▶ What is required
Within the records that follow, count the lines containing the string "bubble". Reply only with the count.

(Stored records)
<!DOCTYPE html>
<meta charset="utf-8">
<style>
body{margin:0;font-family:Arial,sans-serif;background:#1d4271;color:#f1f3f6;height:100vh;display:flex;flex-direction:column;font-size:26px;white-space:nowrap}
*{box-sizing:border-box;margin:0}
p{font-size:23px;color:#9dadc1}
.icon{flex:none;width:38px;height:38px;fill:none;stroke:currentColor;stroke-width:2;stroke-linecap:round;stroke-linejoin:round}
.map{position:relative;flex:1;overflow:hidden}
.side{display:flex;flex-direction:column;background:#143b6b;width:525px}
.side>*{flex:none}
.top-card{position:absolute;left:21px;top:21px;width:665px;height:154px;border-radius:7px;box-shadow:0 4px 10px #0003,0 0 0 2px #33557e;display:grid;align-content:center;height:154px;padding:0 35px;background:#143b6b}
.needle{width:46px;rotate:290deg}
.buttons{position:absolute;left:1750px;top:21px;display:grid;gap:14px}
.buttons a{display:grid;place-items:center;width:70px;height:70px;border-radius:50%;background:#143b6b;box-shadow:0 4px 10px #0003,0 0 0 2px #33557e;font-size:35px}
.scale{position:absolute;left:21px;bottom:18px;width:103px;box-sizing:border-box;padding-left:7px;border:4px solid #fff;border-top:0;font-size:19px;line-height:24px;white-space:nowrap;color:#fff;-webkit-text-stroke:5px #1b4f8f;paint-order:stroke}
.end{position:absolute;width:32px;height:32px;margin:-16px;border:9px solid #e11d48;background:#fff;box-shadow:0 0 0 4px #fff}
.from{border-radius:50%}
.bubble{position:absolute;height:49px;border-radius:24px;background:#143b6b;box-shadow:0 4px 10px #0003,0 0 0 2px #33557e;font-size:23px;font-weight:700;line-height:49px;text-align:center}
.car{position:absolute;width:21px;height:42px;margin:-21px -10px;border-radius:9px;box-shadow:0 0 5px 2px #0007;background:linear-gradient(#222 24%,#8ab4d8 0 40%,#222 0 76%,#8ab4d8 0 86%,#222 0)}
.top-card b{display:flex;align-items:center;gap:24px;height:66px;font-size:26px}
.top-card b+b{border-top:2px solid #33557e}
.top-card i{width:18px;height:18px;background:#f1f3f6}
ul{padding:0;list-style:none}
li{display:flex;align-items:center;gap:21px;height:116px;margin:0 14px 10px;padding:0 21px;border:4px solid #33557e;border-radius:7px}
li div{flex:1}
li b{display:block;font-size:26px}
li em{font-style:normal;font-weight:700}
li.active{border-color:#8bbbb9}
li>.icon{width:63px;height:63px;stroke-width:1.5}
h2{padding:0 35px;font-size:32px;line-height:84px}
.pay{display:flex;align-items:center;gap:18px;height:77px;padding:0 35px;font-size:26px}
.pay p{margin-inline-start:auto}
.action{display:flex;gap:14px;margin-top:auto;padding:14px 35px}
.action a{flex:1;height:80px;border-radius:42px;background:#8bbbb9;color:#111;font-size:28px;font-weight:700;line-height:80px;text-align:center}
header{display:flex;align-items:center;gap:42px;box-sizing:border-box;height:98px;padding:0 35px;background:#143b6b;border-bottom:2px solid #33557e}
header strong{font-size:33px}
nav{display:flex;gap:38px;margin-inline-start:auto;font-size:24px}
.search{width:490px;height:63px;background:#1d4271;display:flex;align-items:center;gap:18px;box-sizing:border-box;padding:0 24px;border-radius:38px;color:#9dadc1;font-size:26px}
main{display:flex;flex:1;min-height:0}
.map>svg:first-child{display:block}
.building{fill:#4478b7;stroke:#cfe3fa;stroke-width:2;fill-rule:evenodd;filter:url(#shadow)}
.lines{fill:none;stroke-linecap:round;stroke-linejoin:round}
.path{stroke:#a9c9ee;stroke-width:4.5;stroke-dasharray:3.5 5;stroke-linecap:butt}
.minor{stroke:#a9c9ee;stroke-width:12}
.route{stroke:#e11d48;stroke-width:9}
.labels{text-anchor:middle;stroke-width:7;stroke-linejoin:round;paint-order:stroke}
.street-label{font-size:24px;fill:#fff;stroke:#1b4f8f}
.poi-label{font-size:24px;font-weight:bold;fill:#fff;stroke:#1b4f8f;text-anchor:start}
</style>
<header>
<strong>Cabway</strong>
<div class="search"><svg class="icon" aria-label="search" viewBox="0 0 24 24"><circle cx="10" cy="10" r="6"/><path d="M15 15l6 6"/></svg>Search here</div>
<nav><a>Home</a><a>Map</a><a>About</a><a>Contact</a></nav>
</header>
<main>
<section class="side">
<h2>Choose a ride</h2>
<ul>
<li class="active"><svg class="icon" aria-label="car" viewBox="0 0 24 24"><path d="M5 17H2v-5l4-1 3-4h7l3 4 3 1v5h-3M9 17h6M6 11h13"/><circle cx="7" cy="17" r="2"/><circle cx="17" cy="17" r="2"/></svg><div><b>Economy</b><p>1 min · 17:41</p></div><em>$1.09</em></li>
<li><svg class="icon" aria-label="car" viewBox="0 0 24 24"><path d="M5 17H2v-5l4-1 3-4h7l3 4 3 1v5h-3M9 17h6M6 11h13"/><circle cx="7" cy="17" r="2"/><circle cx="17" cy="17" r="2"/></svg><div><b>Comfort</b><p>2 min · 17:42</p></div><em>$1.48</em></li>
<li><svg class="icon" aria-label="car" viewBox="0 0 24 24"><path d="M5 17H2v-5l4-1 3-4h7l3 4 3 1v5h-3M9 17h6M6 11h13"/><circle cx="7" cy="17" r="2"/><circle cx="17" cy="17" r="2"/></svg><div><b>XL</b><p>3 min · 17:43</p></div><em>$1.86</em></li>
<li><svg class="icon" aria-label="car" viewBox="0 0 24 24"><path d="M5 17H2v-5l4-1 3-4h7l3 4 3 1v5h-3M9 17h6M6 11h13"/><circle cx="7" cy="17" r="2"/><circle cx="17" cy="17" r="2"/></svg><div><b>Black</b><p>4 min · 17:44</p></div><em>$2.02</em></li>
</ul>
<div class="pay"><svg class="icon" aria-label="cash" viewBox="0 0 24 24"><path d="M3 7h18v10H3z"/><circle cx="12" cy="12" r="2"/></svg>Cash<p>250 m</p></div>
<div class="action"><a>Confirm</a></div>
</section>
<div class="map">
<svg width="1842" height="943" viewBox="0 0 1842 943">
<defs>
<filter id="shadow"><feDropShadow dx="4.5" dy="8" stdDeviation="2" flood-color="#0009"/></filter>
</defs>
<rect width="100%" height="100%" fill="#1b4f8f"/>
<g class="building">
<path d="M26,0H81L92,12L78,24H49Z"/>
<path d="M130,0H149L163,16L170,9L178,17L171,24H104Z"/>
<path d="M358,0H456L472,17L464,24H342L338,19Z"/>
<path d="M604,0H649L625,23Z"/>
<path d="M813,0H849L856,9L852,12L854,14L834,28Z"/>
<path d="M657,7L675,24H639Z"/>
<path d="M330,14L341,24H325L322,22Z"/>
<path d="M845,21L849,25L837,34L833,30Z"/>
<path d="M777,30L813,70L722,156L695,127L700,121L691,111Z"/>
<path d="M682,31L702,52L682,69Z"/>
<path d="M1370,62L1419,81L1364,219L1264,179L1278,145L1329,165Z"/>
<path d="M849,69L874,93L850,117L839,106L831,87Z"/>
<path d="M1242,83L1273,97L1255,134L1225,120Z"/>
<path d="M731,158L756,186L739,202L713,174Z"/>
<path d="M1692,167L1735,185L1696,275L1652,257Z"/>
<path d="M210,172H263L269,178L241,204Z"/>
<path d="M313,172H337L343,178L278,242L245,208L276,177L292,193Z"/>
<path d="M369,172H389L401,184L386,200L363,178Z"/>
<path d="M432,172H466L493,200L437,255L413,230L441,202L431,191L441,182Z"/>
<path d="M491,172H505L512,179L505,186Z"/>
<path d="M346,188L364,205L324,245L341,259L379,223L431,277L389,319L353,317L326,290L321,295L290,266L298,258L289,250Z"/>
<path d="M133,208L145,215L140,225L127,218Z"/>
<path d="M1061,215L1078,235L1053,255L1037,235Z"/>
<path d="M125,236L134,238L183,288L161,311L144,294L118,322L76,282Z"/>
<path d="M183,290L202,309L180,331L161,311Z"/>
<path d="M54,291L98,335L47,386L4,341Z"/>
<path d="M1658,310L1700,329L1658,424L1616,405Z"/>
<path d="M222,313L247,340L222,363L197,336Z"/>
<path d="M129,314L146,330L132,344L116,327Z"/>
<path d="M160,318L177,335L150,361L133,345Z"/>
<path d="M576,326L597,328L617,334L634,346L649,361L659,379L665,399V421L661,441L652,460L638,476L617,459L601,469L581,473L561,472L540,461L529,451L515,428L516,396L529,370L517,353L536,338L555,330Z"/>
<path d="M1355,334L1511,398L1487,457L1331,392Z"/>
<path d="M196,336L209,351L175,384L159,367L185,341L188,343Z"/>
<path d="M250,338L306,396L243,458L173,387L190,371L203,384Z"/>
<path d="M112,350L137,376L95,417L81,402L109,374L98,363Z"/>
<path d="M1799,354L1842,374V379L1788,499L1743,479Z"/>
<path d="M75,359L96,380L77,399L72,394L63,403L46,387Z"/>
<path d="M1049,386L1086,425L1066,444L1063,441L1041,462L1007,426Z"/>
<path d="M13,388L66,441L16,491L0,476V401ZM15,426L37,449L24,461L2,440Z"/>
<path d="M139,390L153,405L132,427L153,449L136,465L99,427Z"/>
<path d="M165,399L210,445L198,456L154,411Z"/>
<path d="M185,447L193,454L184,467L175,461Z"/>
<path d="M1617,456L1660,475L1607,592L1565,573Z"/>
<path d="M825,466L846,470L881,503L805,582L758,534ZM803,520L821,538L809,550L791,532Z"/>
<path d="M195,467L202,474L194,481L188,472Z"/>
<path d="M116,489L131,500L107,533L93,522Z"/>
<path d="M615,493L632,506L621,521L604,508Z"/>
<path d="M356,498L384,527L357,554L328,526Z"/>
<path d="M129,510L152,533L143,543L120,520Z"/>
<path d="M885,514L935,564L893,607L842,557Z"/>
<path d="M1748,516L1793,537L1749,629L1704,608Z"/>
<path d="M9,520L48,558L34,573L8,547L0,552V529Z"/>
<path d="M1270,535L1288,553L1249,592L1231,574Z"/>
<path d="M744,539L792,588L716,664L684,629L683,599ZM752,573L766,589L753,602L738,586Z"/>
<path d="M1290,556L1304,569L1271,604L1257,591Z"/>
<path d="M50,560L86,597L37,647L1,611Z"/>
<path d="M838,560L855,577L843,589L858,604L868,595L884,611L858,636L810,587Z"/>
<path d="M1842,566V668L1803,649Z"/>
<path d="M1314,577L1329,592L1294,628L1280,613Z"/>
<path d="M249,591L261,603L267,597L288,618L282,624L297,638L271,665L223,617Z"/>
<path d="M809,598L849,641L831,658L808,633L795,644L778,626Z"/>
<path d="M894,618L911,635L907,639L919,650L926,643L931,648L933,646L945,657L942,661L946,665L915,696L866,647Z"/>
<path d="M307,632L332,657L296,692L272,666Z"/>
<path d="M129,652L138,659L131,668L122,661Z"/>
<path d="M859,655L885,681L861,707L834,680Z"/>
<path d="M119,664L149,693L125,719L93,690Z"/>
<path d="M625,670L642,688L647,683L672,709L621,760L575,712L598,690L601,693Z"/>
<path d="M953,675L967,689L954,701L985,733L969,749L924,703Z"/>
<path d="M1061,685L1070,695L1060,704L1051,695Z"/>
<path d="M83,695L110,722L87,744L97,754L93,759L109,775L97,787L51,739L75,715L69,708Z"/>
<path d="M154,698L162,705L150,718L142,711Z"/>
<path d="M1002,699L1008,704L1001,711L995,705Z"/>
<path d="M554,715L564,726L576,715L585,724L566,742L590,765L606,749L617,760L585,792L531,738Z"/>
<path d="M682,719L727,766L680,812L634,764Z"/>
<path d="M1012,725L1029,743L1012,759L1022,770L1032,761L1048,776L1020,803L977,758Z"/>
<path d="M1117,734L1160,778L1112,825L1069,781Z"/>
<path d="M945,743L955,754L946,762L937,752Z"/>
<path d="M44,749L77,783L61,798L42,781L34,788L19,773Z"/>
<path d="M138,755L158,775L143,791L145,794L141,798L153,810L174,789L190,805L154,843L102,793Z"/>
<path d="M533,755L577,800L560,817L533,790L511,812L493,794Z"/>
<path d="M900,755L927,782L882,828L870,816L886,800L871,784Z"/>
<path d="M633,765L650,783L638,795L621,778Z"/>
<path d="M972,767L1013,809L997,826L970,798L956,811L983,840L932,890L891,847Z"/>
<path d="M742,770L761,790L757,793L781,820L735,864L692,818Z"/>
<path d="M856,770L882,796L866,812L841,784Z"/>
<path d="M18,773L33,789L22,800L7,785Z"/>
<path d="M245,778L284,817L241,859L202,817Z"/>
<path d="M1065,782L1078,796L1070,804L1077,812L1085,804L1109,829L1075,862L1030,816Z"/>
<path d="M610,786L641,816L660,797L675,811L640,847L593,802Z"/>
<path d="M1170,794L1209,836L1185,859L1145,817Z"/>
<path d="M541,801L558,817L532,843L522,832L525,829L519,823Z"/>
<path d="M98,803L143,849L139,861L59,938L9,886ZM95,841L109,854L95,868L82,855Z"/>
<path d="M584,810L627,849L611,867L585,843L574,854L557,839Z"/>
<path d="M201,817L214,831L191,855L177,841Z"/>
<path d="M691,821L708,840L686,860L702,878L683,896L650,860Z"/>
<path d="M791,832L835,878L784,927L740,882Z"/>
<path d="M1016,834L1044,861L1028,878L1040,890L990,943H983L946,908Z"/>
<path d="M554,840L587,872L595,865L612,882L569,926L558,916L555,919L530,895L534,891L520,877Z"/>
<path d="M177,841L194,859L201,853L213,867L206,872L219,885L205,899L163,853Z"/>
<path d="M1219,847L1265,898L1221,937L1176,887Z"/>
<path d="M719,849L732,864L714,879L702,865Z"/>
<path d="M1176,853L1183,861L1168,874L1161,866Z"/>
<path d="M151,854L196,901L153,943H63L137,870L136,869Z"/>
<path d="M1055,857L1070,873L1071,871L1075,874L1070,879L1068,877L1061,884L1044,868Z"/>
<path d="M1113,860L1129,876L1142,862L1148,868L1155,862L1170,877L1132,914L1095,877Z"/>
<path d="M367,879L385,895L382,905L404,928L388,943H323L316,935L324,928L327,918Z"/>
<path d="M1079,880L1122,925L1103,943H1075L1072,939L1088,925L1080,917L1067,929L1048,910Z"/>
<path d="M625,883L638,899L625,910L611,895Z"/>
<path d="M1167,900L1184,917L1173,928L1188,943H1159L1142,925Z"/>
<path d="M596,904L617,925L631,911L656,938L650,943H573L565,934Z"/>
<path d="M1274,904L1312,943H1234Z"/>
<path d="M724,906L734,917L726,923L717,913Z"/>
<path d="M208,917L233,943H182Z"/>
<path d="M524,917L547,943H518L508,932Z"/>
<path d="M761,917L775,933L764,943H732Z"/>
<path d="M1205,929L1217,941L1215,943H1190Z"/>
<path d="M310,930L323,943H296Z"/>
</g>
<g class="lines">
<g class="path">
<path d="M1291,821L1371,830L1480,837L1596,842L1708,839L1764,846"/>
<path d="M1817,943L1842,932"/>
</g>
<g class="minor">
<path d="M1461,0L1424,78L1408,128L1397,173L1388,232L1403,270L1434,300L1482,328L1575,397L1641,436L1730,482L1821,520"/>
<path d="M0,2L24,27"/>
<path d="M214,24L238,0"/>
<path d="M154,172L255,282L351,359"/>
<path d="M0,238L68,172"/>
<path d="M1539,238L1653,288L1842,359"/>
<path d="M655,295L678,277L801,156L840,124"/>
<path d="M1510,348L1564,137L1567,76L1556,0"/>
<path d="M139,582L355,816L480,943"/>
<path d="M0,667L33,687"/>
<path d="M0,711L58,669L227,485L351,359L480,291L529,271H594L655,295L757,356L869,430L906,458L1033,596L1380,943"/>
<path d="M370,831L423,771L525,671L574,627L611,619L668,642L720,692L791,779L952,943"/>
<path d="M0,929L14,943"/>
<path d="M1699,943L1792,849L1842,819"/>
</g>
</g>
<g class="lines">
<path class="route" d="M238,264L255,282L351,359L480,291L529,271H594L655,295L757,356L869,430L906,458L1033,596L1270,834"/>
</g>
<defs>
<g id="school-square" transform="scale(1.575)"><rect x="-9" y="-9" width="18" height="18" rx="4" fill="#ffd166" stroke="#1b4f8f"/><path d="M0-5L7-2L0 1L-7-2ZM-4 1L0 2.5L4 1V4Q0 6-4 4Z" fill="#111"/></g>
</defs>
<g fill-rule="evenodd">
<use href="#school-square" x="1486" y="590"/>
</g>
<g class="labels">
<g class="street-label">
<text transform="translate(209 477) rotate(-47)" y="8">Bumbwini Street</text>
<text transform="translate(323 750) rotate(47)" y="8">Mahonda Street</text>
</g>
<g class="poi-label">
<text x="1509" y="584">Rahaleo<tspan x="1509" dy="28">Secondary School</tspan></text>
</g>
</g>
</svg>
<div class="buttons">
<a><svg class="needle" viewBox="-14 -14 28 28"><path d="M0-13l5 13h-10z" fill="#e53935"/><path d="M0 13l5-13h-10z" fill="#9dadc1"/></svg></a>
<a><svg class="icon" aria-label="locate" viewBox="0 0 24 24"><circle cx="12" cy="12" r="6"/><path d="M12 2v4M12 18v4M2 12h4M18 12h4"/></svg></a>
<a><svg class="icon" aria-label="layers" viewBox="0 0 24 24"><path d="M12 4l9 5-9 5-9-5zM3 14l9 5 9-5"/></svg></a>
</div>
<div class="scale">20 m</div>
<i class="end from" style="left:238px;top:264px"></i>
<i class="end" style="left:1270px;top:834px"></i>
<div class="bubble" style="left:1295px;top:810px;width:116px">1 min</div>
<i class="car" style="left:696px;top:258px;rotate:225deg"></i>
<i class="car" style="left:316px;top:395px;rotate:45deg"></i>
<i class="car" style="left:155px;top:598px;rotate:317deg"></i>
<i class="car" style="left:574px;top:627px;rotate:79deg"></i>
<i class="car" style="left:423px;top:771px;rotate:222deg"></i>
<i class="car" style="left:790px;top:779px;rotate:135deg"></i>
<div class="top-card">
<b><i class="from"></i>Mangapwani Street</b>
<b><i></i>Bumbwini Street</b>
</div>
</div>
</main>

▶ Output for this exercise
2